Collected data
☆ ☆ ☆ ☆

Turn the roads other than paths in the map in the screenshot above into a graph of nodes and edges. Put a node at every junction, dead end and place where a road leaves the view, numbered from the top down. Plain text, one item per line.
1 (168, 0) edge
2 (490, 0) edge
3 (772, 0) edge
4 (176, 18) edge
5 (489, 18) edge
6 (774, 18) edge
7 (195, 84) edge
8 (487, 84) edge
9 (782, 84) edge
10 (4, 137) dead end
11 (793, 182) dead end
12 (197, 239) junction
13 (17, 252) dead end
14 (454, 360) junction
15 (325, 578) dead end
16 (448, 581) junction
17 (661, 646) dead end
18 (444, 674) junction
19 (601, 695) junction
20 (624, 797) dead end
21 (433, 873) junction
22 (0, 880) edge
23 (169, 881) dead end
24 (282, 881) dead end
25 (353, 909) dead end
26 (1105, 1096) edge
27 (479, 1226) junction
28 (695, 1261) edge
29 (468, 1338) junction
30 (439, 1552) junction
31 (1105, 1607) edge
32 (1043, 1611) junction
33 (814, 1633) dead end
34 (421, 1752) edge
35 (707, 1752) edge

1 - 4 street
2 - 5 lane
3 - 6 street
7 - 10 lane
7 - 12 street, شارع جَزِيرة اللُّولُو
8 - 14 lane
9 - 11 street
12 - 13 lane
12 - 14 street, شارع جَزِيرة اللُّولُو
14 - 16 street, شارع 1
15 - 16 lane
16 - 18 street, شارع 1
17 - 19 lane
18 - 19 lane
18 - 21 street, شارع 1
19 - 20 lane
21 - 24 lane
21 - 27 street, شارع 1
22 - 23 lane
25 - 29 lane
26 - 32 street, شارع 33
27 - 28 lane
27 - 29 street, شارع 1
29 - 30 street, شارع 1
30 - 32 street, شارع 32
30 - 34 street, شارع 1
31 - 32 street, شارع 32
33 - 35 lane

☆ ☆ ☆ ☆

REQUIRED ACTION
Tally the lines of the records that contain the word "dead", then give only the tally.

EXERCISE ANSWER
11